その方は長年癌で闘病され入退院を繰り返し、私が新人で部屋の担当をしたときには既に余命わずかの時期だった。意識は朦朧としていたが強い倦怠感と痰が絡む事での呼吸苦で自ら痰の吸引希望を伝えてきた。その日も痰を吸引してほしいとナースコールがあり、付き添っていた娘さんに処置の間、少し部屋の外で待って欲しいと伝え、部屋を出てもらった。処置の時は家族に席を外してもらうようにと指導されていたので、毎回そのようにしていたのだ。その患者さんの最期がそのあと間もなく訪れた。先輩看護師にその患者さんの様子を看てもらうよう頼んで、他の患者さんの処置(ストマケアの為少し長く時間がかかる)に入っていた間に患者さんは亡くなった。部屋の担当だったにもかかわらず立ち会うことができなかった。
そんな短期間に息を引き取るなんて、午前中はナースコールもくれていたのに。呆然としながら先輩看護師を中心にエンゼルケアを行った。

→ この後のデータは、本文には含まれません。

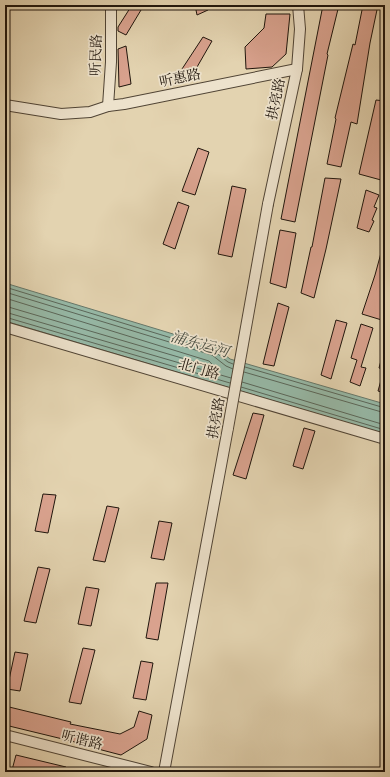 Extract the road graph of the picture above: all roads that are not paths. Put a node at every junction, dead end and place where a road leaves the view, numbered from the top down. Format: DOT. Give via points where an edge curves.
graph roads {
  1 [pos="111,5"];
  2 [pos="298,5"];
  3 [pos="297,69"];
  4 [pos="5,105"];
  5 [pos="108,106"];
  6 [pos="5,327"];
  7 [pos="385,439"];
  8 [pos="5,735"];
  9 [pos="152,772"];
  10 [pos="164,772"];
  1 -- 5 [label="street, 听民路"];
  2 -- 3 [label="street" via="300,29"];
  3 -- 5 [label="street, 听惠路"];
  3 -- 10 [label="street, 拱亮路, bridge" via="268,204"];
  4 -- 5 [label="street, 听惠路" via="61,114 90,112"];
  6 -- 7 [label="street, 北门路"];
  8 -- 9 [label="street, 听谐路"];
} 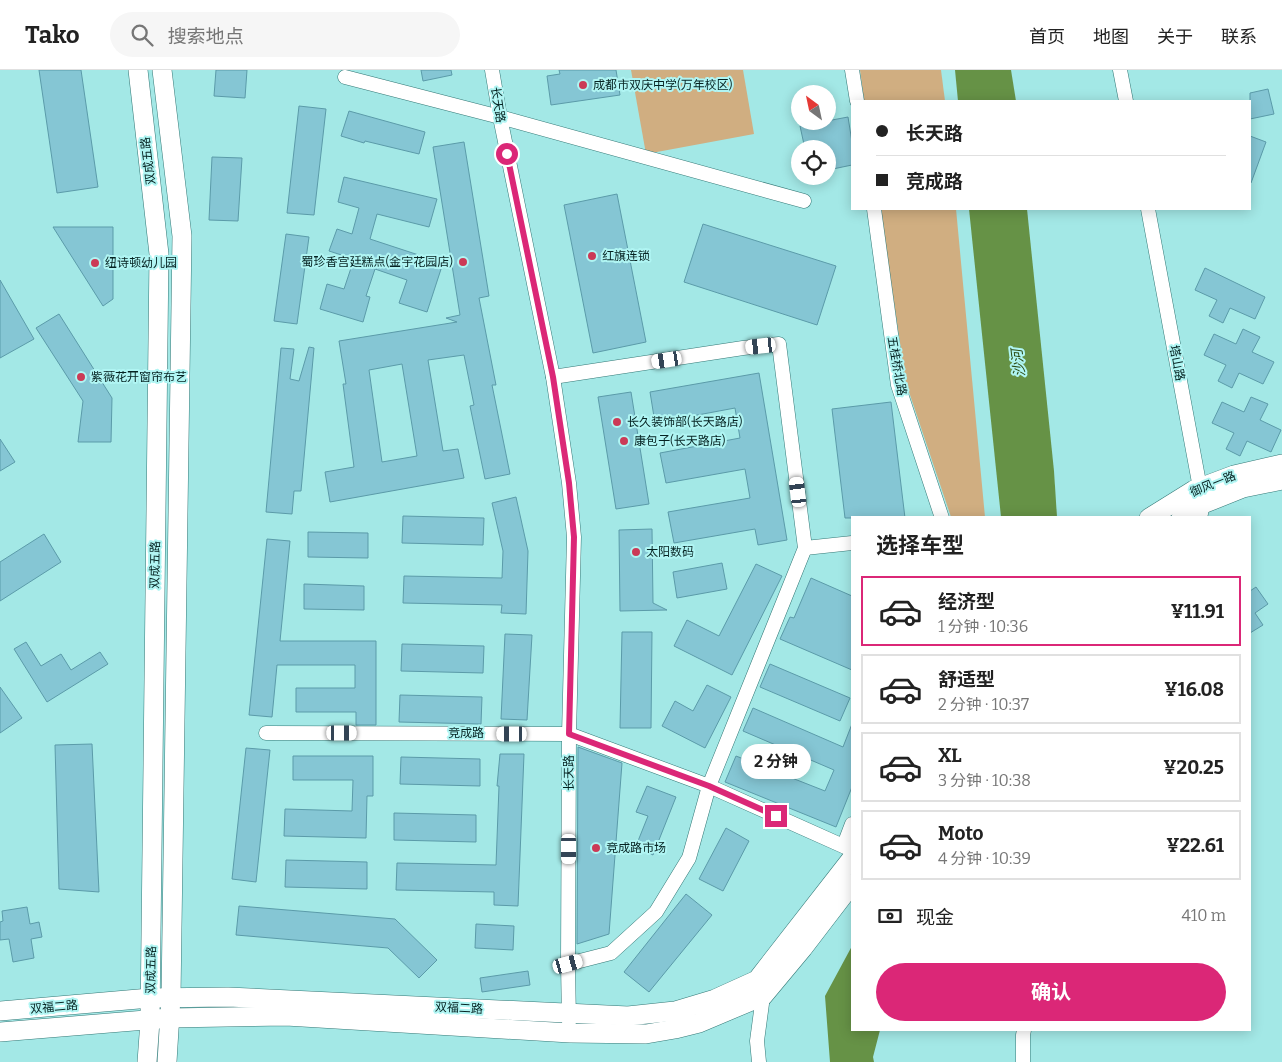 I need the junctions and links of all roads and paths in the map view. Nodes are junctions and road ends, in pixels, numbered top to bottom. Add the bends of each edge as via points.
1 (138, 70) edge
2 (162, 70) edge
3 (492, 70) edge
4 (852, 70) edge
5 (1120, 70) edge
6 (345, 77) dead end
7 (857, 100) edge
8 (1126, 100) edge
9 (500, 117) junction
10 (804, 201) dead end
11 (874, 210) edge
12 (1148, 210) edge
13 (553, 377) junction
14 (1282, 464) edge
15 (1282, 480) edge
16 (1201, 503) edge
17 (941, 516) edge
18 (1156, 516) edge
19 (1185, 516) edge
20 (851, 543) edge
21 (805, 548) junction
22 (266, 733) dead end
23 (569, 734) junction
24 (709, 786) junction
25 (851, 838) edge
26 (850, 851) edge
27 (851, 885) edge
28 (568, 964) junction
29 (760, 988) junction
30 (171, 997) junction
31 (150, 998) junction
32 (0, 1011) edge
33 (569, 1013) junction
34 (170, 1018) junction
35 (150, 1020) junction
36 (1024, 1031) edge
37 (0, 1032) edge
38 (570, 1033) junction
39 (147, 1062) edge
40 (167, 1062) edge
41 (759, 1062) edge
42 (1023, 1062) edge

1 - 31 main road, 双成五路 via 159,254
2 - 30 main road, 双成五路 via 182,236
3 - 9 street, 长天路
4 - 7 street
5 - 8 street
6 - 9 street
9 - 10 street
9 - 13 street, 长天路
11 - 17 street, 五桂桥北路 via 898,385
12 - 16 street, 塔山路
13 - 21 street via 779,344
13 - 23 street, 长天路 via 574,537
14 - 16 main road, 御风一路 via 1234,474
15 - 16 main road, 御风一路 via 1243,488
16 - 18 main road, 御风一路
16 - 19 main road, 御风一路
20 - 21 street
21 - 24 street
22 - 23 street, 竞成路
23 - 24 street, 竞成路
23 - 28 street, 长天路
24 - 26 street, 竞成路
24 - 28 street via 689,858 656,912 611,953
25 - 26 street
26 - 29 main road, 双福二路
27 - 29 main road, 双福二路 via 803,948
28 - 33 street, 长天路
29 - 33 main road, 双福二路 via 675,1011 628,1016
29 - 38 main road, 双福二路 via 699,1024 646,1034
29 - 41 street
30 - 31 main road, 双福二路
30 - 33 main road, 双福二路
30 - 34 main road, 双成五路
31 - 32 main road, 双福二路
31 - 35 main road, 双成五路
33 - 38 street, 长天路
34 - 35 main road, 双福二路
34 - 38 main road, 双福二路 via 286,1016
34 - 40 main road, 双成五路
35 - 37 main road, 双福二路
35 - 39 main road, 双成五路
36 - 42 street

今まで殆ど会話らしい会話をしていなかった娘さんが泣きながら、「本当は処置(吸引)の時にも側に付き添っていたかった。苦しい処置だからこそ手を握って励ましたかった」と私に話してくれた。入職3ヶ月程だった私は、まだ処置を行う事に必死で、状態観察に必死で患者さんともそのご家族ともしっかりコミュニケーション取ることができていなかった。その自覚もあった。
私の未熟さが遺された家族に後悔を残すことになってしまい、本当に申し訳なく、悔しくて悲しくて仕方がなかった。

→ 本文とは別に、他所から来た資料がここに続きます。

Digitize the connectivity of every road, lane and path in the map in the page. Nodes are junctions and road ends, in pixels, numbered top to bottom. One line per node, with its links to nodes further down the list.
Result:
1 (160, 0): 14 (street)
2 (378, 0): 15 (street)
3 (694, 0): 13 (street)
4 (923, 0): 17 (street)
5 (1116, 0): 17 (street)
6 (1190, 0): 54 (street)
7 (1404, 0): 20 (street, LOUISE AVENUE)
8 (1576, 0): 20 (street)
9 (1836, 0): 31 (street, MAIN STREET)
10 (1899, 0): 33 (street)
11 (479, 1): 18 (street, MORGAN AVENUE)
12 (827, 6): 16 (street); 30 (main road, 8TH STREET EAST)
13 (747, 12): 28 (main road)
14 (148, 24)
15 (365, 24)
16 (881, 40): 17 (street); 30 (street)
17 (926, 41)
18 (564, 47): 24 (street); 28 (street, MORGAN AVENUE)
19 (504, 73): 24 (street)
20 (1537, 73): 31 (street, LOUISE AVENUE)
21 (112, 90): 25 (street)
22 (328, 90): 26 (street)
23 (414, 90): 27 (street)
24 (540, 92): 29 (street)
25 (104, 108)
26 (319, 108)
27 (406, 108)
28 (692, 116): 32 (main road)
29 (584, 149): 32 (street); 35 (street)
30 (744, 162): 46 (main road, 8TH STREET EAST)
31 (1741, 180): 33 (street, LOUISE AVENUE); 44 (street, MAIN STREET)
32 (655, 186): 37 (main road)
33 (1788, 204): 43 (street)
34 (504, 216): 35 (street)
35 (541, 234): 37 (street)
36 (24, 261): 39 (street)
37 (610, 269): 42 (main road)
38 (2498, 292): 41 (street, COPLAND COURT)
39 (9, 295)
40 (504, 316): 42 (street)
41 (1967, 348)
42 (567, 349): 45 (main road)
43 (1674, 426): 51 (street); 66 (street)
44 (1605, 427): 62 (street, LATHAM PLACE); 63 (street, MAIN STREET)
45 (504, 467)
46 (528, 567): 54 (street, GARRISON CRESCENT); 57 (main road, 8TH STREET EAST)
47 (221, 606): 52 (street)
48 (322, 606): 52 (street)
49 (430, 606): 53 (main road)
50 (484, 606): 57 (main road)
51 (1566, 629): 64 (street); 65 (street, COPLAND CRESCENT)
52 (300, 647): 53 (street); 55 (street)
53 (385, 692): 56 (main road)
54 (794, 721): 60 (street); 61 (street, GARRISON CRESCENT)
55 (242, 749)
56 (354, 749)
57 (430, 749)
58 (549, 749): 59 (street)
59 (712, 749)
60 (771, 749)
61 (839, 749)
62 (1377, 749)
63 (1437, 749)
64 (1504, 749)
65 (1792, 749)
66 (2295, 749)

日勤帯が終わり、初めての看取りということもあり先輩看護師と振り返りをし、娘さんの言葉、自分の未熟さ、話を聞き対応できなかった事への後悔を話しながらぽろぽろと涙がこぼれた。仕事中に泣いたのは後にも先にもこの時だけ。
3ヶ月の新人看護師の私は、コミュニケーションを取ることを怖がっていたと思う。話を聞いてもどうしていいかわからない事も多く、できない事を引き出すのが怖かった。

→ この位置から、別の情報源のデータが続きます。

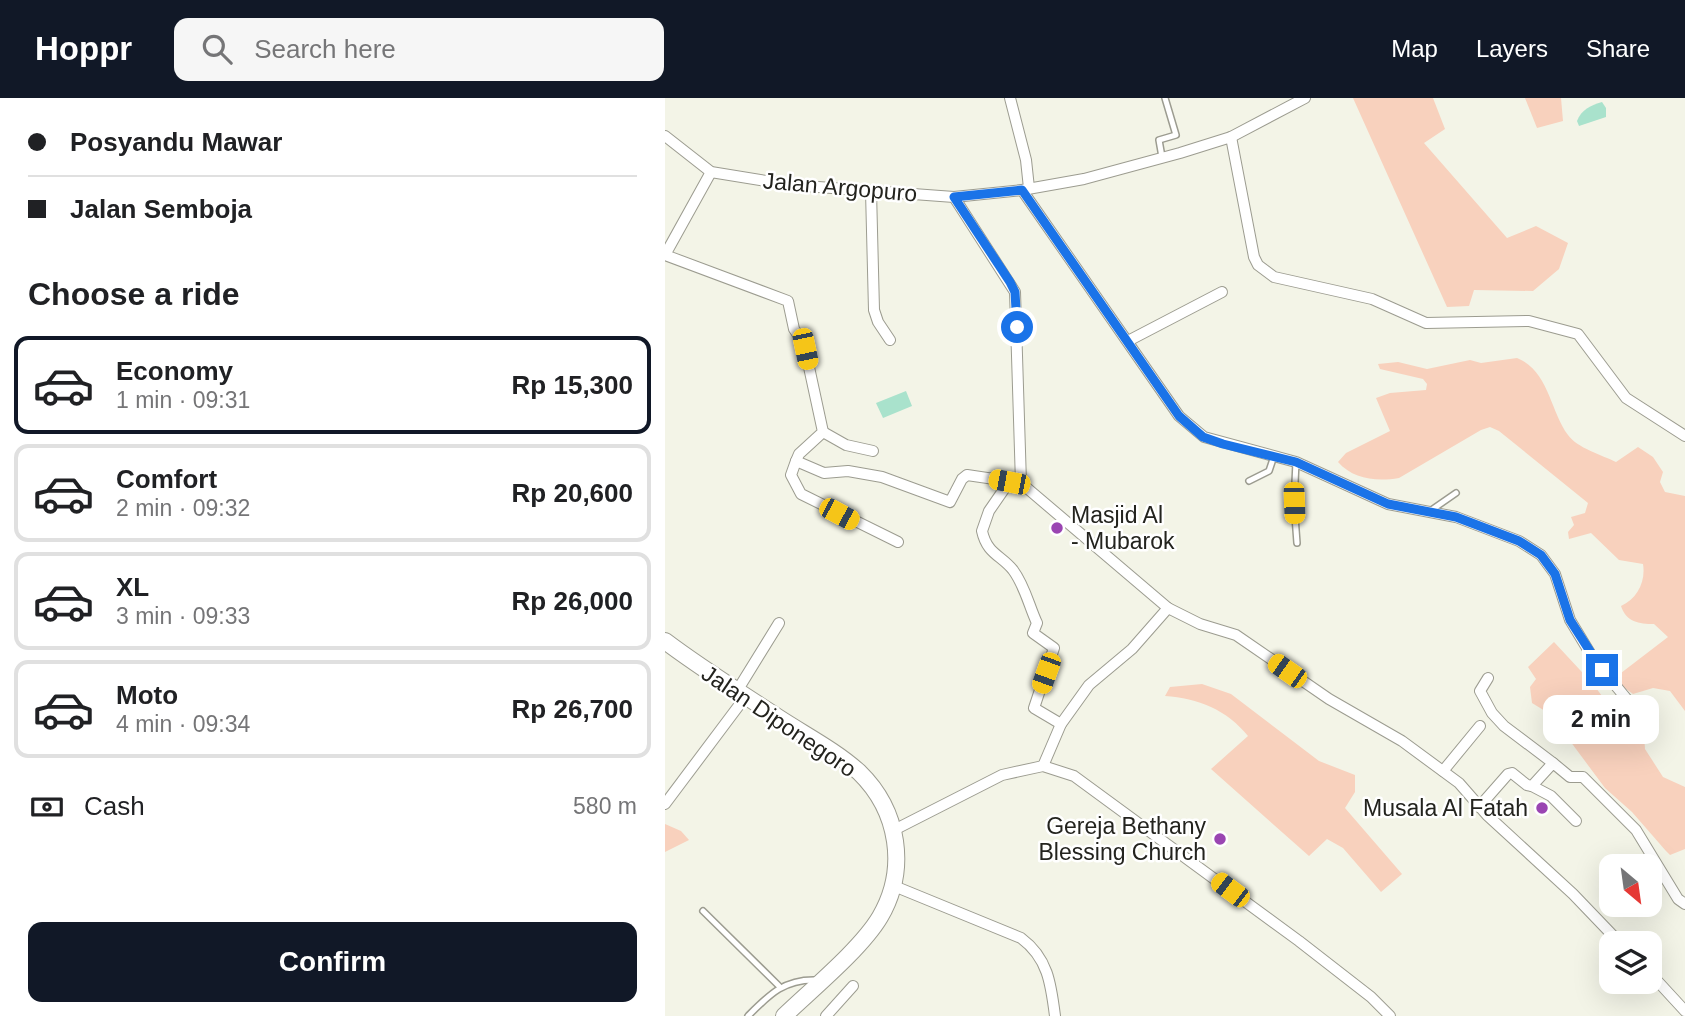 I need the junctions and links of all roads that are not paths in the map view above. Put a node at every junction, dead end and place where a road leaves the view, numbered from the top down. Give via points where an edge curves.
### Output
1 (1010, 98) edge
2 (1165, 98) edge
3 (1305, 98) edge
4 (665, 136) edge
5 (1231, 137) junction
6 (1162, 158) junction
7 (711, 172) junction
8 (1025, 189) junction
9 (871, 191) junction
10 (954, 197) junction
11 (665, 255) edge
12 (1222, 292) dead end
13 (890, 340) dead end
14 (1128, 341) junction
15 (823, 432) junction
16 (1685, 436) edge
17 (873, 451) dead end
18 (1274, 456) junction
19 (796, 461) junction
20 (1296, 462) junction
21 (1249, 481) dead end
22 (1009, 482) junction
23 (1021, 483) junction
24 (1456, 494) dead end
25 (1429, 511) junction
26 (898, 542) dead end
27 (1297, 542) dead end
28 (1168, 608) junction
29 (779, 623) dead end
30 (667, 647) edge
31 (1487, 678) dead end
32 (741, 694) junction
33 (1061, 724) junction
34 (1648, 725) dead end
35 (1480, 726) dead end
36 (1553, 763) junction
37 (1043, 766) junction
38 (1443, 771) junction
39 (1532, 786) junction
40 (665, 804) edge
41 (1479, 807) junction
42 (1576, 821) dead end
43 (894, 830) junction
44 (894, 886) junction
45 (1685, 904) edge
46 (702, 911) dead end
47 (1608, 931) edge
48 (821, 980) junction
49 (779, 986) junction
50 (853, 986) dead end
51 (1662, 986) edge
52 (1685, 1011) edge
53 (748, 1016) edge
54 (783, 1016) edge
55 (826, 1016) edge
56 (1055, 1016) edge
57 (1390, 1016) edge

1 - 8 street via 1026,160
2 - 6 lane via 1176,135 1159,140
3 - 5 street, Jalan Argopuro
4 - 7 street, Jalan Argopuro
5 - 6 street, Jalan Argopuro
5 - 16 street via 1254,257 1265,273 1371,299 1426,323 1529,321 1578,334 1626,398
6 - 8 street, Jalan Argopuro
7 - 9 street, Jalan Argopuro
7 - 11 street
8 - 10 street, Jalan Argopuro
8 - 14 street
9 - 10 street, Jalan Argopuro
9 - 13 street via 874,310
10 - 23 street via 1015,292
11 - 15 street via 788,300 794,329 804,344
12 - 14 street
14 - 18 street via 1190,427 1223,444
15 - 17 street via 846,445
15 - 19 street
18 - 20 street
18 - 21 lane via 1269,471
19 - 22 street via 824,473 848,471 882,477 950,502 967,475
19 - 26 street via 791,475 801,494
20 - 25 street via 1388,504
20 - 27 lane
22 - 23 street
22 - 33 street via 989,511 982,531 989,548 1012,569 1027,597 1037,623 1033,633 1055,648 1034,708
23 - 28 street
24 - 25 lane
25 - 34 street via 1519,541 1541,555 1555,574 1570,620 1593,658
28 - 33 street via 1132,649 1089,685
28 - 38 street via 1236,635
29 - 32 street
30 - 32 main road, Jalan Diponegoro
31 - 36 street via 1480,691 1492,713
32 - 40 street
32 - 43 main road, Jalan Diponegoro via 860,773 885,808
33 - 37 street
35 - 38 street
36 - 39 street
36 - 45 street via 1570,777 1586,779 1636,831
37 - 43 street via 1002,775
37 - 57 street via 1083,781 1309,949
38 - 41 street
39 - 41 street via 1508,774
39 - 42 street via 1551,796
41 - 47 street
43 - 44 main road, Jalan Diponegoro
44 - 48 main road, Jalan Diponegoro via 871,929
44 - 56 street via 1031,946 1048,973
46 - 49 lane
48 - 49 lane
48 - 54 main road, Jalan Diponegoro
49 - 53 lane
50 - 55 street
51 - 52 street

それがこんなにも家族の心に後悔を残す結果になるだなんて思いもしなかったのだ。
教わったルールを守っていればいいと思ってた。
ルールに気を取られ過ぎて、大切な事を見逃してしまった。
もうこんなことがないようにしたいと強く思った。
何よりも患者さんとその家族とのコミュニケーションを大切にしようと心に誓った。
その後の看護師としての姿勢に強く影響を与えた看取りだった。